Researchers at McMaster University have demonstrated that regular exercise, even if moderate, can very significantly slow aging in mice. Per the article:
"The results showed that after five months (when the mice were the equivalent of 60 human years) the exercising mice looked like wild-type mice: younger and healthier and more active than the non-exercising mice, which were almost immobile and had lost much of their hair.

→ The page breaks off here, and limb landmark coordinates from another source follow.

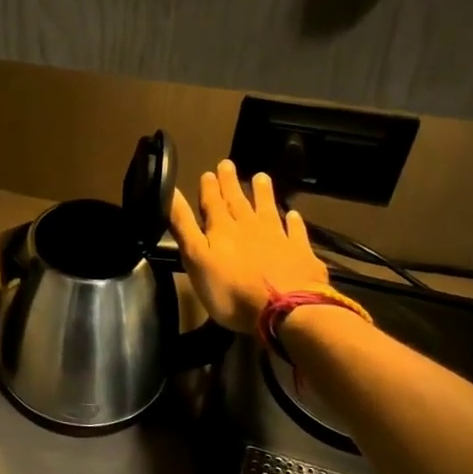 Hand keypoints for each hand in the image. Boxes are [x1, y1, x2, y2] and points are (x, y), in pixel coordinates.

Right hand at [170, 159, 329, 333]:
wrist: (285, 310)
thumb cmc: (231, 290)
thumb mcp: (196, 259)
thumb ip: (184, 226)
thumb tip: (172, 193)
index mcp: (222, 230)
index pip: (212, 203)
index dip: (209, 188)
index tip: (208, 172)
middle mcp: (250, 227)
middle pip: (238, 202)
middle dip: (231, 184)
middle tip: (228, 164)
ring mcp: (278, 238)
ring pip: (268, 210)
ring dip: (263, 194)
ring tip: (261, 177)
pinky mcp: (300, 254)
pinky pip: (296, 232)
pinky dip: (294, 222)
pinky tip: (294, 215) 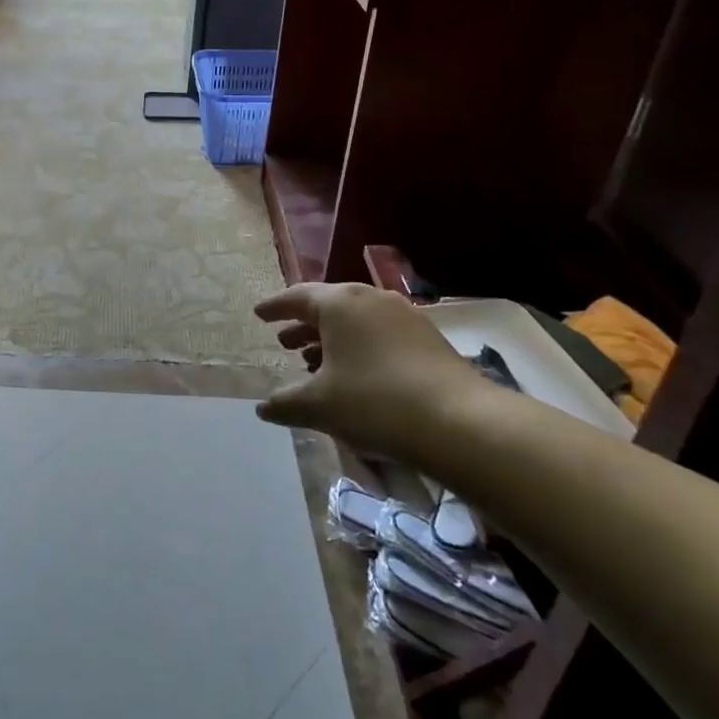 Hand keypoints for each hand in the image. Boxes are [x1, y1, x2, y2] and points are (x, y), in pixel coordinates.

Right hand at [253, 283, 498, 460]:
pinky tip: (355, 374)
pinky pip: (379, 332)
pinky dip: (359, 346)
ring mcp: (403, 315)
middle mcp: (370, 298)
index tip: (259, 314)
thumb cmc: (375, 402)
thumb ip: (286, 404)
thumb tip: (263, 408)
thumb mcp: (320, 406)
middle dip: (303, 324)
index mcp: (339, 303)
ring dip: (332, 338)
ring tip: (315, 362)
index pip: (297, 297)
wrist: (459, 421)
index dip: (275, 307)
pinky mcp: (427, 337)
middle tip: (284, 342)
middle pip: (328, 305)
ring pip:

The non-exercising mice were also less sociable and less fertile than the exercisers. The researchers said every tissue and every organ they examined was better in the exercising mice than in those that did not exercise, including the hair, skin, ovaries, testicles, spleen, kidneys, and liver. In the non-exercisers their brains had shrunk and hearts were enlarged, but they were normal size in the exercisers. The anti-aging effects were "unprecedented" and protected every part of the body. The muscle structure in the exercising mice was normal, while in the sedentary mice it appeared damaged. The mitochondria in the exercising mice appeared young and healthy, while those in the sedentary mice looked old and damaged. This result was the most surprising because mitochondria have their own DNA, and the accumulation of mutations in their DNA has been thought responsible for the gradual decline in tissue functions during aging, and for conditions such as cancer, diabetes, Parkinson’s disease and Alzheimer’s disease."
The findings have been published in the journal, Proceedings of the National Academy of Science.